Comments & Discussion
Most of our presently used water and sewage treatment technologies are more than a hundred years old and certainly have not kept up with all the newly introduced chemical compounds, among them PPCPs (pharmaceutical and Personal Care Products).
Most regulations, especially the testing requirements have not changed much, as is obvious in our water pollution regulations, which now for half a decade have been based on a faulty applied pollution test.
The goal of the Clan Water Act was the elimination of all water pollution by 1985, but when EPA implemented the CWA, it set certain treatment standards and used an essential test incorrectly. Since sewage treatment plants were violating their discharge permits, while in fact treating sewage better than was required by the permit, EPA in 1984 acknowledged the problems with this test, but in stead of correcting the test (to make it finally possible to evaluate the real performance of sewage treatment plants and to determine their effluent waste loadings on receiving water bodies), EPA allowed an alternative test and officially ignored all the water pollution caused by nitrogenous (urine and protein) waste and lowered the goal of the CWA from 100% treatment to a measly 35% treatment, without even informing Congress.
This, while nitrogenous waste, like fecal waste, exerts and oxygen demand, but also in all its forms is a nutrient (fertilizer) for algae and aquatic plants, now even by EPA recognized as the largest water pollution problem in our open waters, causing eutrophication and eventually dead zones, noticeable worldwide in large water bodies, but especially in the Gulf of Mexico.
So while we still use our open waters as giant urinals, nobody seems to care and nobody can he held accountable. Apparently this is too technical an issue to get involved.

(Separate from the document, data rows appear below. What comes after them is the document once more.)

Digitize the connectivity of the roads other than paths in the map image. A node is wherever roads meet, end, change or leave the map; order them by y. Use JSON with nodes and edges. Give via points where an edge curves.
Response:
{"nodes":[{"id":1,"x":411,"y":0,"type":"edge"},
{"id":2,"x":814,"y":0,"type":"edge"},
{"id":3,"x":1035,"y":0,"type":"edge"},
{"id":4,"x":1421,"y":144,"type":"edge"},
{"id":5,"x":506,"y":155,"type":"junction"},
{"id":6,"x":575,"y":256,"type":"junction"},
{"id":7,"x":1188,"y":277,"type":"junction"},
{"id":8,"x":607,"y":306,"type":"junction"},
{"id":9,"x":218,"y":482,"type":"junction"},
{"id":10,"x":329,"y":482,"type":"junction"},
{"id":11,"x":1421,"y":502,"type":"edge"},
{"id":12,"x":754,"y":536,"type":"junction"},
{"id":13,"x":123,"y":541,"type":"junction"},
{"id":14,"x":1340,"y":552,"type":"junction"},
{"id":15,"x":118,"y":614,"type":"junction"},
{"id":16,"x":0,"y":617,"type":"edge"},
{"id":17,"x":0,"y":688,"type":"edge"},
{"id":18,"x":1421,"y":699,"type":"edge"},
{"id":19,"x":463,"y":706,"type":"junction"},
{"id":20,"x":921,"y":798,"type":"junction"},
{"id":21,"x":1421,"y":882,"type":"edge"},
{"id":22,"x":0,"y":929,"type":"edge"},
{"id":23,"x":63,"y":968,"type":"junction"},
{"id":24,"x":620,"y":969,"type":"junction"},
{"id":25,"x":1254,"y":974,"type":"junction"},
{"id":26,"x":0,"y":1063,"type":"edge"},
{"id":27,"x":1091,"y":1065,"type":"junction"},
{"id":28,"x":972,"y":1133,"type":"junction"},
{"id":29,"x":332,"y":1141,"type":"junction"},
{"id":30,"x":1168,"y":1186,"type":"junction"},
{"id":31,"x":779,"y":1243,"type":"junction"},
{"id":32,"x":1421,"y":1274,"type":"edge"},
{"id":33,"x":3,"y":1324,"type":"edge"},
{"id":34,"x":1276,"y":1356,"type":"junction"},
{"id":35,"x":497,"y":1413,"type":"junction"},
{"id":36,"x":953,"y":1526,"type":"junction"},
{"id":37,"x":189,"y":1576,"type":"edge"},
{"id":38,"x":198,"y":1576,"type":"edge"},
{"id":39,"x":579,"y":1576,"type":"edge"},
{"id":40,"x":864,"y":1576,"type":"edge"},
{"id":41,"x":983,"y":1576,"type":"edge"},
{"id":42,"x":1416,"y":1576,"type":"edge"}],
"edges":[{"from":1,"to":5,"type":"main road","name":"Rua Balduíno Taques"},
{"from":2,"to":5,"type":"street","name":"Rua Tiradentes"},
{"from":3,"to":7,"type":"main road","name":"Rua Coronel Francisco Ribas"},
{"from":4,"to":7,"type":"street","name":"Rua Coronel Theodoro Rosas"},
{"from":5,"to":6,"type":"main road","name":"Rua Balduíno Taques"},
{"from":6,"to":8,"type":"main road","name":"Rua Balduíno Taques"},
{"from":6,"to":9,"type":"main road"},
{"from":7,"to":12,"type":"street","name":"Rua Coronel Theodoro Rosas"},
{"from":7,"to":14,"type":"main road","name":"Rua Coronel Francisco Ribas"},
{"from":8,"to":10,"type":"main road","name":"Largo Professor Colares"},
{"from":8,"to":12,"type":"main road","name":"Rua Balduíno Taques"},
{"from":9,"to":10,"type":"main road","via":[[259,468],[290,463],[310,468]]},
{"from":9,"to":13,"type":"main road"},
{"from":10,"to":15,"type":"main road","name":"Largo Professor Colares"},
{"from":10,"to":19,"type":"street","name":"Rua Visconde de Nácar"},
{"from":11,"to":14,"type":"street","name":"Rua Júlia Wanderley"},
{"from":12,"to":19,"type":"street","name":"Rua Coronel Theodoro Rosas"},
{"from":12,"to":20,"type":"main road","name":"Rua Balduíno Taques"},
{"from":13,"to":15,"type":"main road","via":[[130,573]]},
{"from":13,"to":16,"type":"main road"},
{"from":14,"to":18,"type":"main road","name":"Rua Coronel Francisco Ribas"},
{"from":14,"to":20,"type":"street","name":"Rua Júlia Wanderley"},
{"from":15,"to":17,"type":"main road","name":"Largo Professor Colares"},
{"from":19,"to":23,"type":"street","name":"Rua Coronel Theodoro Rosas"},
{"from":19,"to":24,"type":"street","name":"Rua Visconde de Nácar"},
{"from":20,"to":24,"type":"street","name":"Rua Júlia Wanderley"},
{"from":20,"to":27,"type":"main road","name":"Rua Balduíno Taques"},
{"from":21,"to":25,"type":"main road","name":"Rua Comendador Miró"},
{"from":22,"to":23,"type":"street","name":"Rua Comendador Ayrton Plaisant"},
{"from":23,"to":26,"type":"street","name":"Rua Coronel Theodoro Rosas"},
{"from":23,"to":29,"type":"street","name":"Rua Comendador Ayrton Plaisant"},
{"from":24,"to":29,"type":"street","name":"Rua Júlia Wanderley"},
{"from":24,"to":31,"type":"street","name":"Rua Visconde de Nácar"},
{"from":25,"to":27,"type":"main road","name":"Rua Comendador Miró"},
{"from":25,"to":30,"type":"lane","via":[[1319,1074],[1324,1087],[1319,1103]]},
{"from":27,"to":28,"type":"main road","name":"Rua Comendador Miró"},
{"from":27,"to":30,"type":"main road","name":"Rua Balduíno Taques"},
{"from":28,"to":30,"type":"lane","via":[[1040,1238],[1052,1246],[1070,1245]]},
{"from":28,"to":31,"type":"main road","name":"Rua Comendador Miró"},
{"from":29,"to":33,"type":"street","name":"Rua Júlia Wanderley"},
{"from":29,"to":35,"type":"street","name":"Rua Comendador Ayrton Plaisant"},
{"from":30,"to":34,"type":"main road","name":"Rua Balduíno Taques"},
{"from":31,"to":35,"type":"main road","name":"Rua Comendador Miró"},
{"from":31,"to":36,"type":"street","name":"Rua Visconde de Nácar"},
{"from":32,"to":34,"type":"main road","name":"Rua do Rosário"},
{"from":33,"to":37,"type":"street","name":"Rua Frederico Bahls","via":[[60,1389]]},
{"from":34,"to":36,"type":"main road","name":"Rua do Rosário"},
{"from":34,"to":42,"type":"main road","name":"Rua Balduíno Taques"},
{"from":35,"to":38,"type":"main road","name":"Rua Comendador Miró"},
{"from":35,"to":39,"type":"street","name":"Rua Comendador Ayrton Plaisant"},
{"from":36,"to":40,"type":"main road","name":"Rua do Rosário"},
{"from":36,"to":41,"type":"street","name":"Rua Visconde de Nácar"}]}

So, as along as we still use our open water as urinals, we will have to deal with all those new chemical compounds that get into sewage and are not treated in our sewage treatment facilities, enter our open waters and show up in our drinking water, since that type of drinking water treatment again is only concerned with certain tests, which do not address these PPCP’s (Pharmaceutical and Personal Care Products).
If you like to learn more visit http://www.petermaier.net and look in the technical PDF section and read the description of the BOD (Biochemical Oxidation Demand) test. How it should be applied and what the consequences are if you apply the test as it sadly is still applied worldwide.
It’s in the water, and many other chemical sources…There are those who have medical issues…
Every ten minutes a child is born, 1/2500, in which the doctor cannot determine the sex, or gender. This is not talking about homosexuality, but tragically a congenital condition of birth which can be caused by endocrine agents and chemicals. These children are Intersex; they are born into a life of not male or female. Likewise in similar fashion the Transsexual is identified with a Bioneurological congenital condition, and they too are locked into something not quite so clearly defined as male, or female. The best we can do is live as close to what we seem to believe we are. That may preclude the wants, and often ignorant and bigoted beliefs of others. In what case do we ignore this issue and abandon the children who now cannot hide? How can anyone continue in hate and prejudice so as to deny simple equality and justice? Not an easy thing to resolve, but one that is present and will not go away. I can appreciate social opinion, and the freedom to express same, but I would hope our culture and ethos would be with regard to the children, teens, and emerging adults, and all who are not so fortunate to have been born by someone’s idea of “normal.”
Stellewriter – Conservative Christian, Parent, and Transsexual.